» **Supplied records**
+ + + + + + +

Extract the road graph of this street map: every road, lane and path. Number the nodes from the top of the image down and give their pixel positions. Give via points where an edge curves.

+ + + + + + +

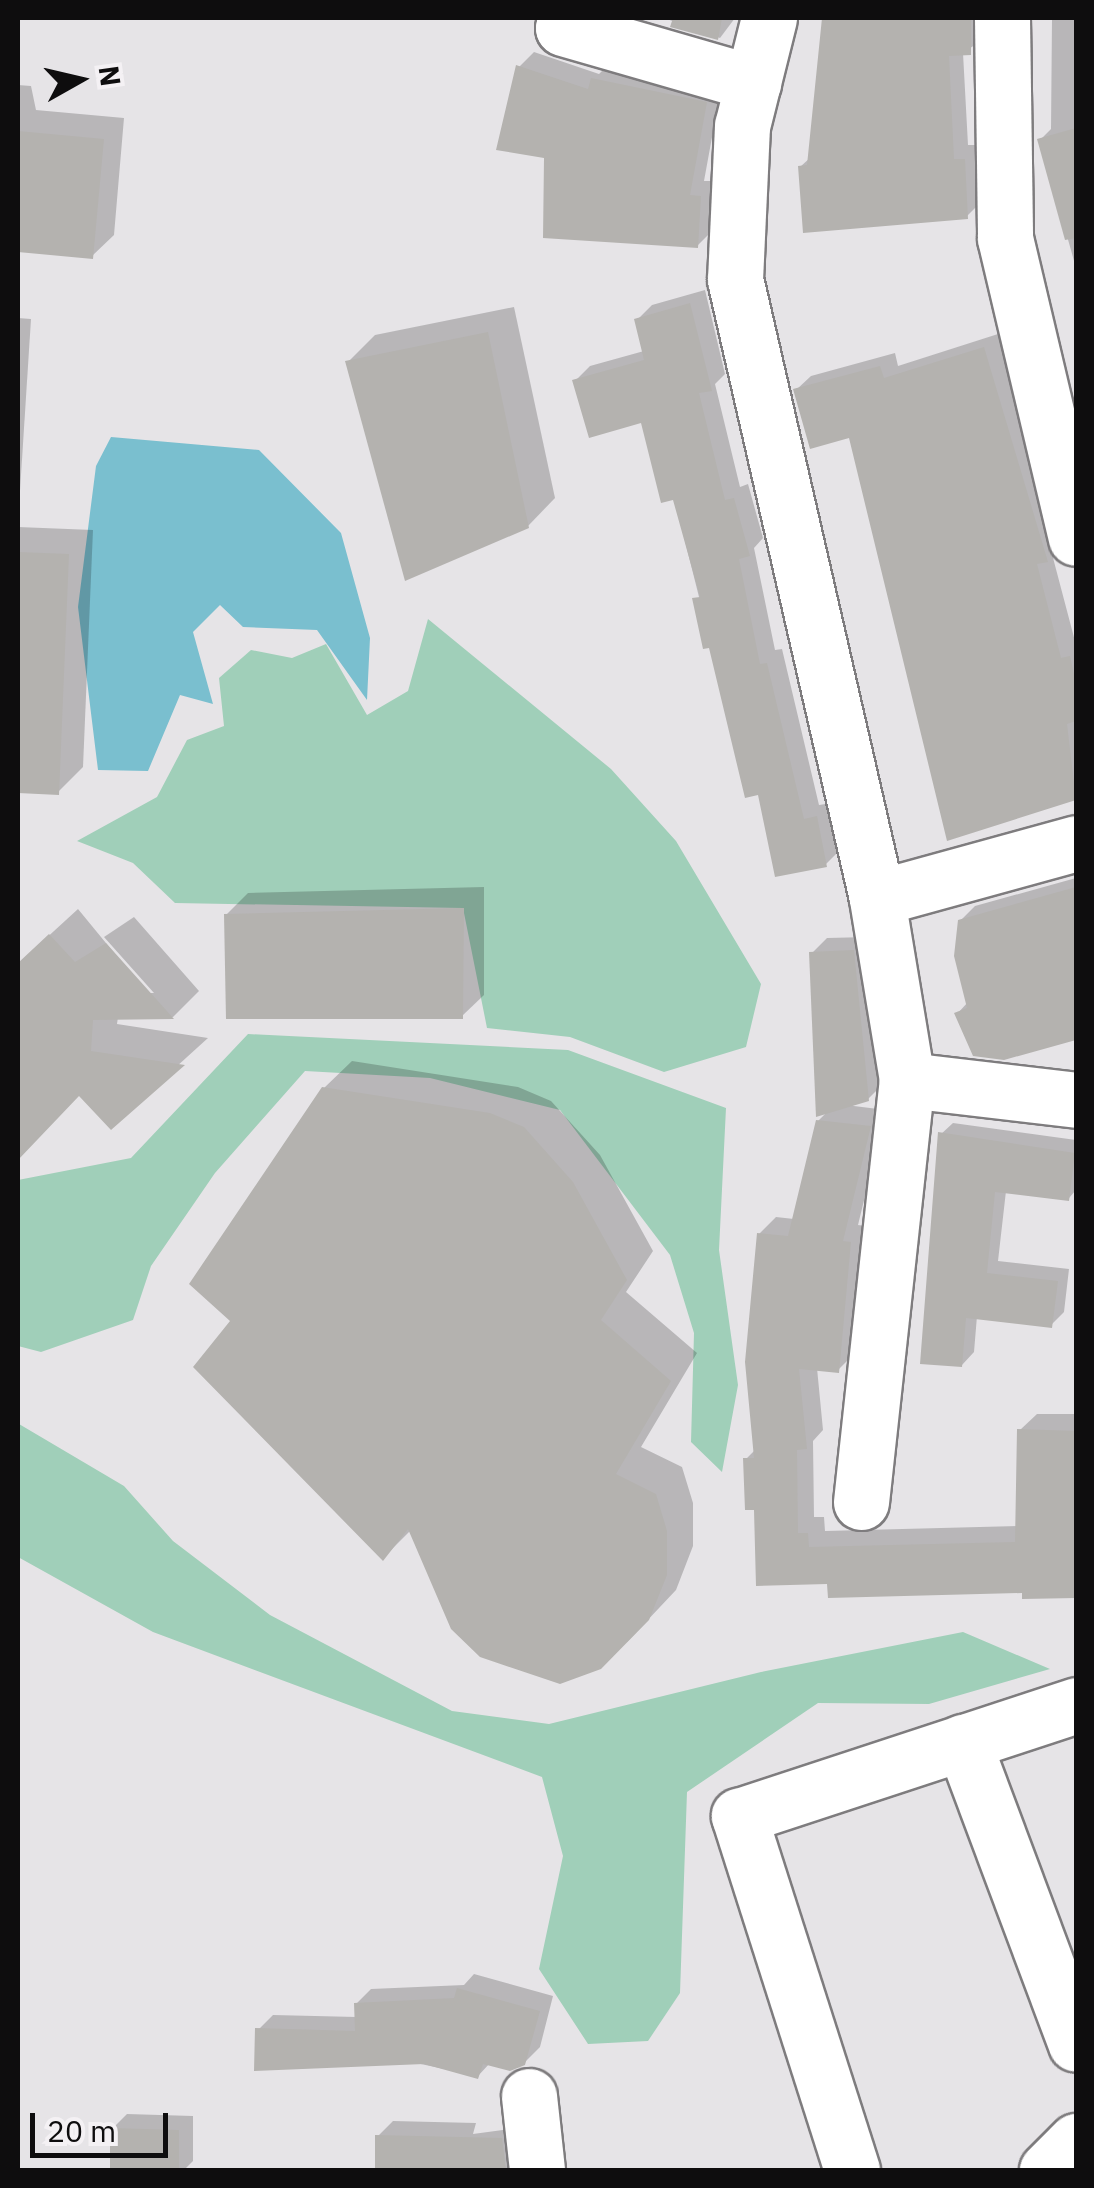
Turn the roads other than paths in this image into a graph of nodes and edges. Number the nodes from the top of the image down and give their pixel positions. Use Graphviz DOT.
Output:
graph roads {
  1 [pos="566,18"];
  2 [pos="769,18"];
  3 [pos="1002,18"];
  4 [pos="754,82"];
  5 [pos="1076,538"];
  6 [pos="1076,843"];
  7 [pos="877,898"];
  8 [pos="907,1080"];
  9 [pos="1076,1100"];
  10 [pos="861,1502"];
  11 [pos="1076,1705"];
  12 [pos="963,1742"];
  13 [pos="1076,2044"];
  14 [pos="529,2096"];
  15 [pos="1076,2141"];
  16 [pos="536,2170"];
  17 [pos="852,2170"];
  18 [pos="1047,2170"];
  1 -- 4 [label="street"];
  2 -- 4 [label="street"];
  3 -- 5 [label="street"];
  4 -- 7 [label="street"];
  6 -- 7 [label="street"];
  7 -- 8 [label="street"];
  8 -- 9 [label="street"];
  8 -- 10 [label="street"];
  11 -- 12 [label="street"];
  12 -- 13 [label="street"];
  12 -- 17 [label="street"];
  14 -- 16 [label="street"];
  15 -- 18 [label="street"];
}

+ + + + + + +

» **Directions**
Write down how many lines of the data above carry the word "image". Nothing else belongs in the answer.

» **Output**
2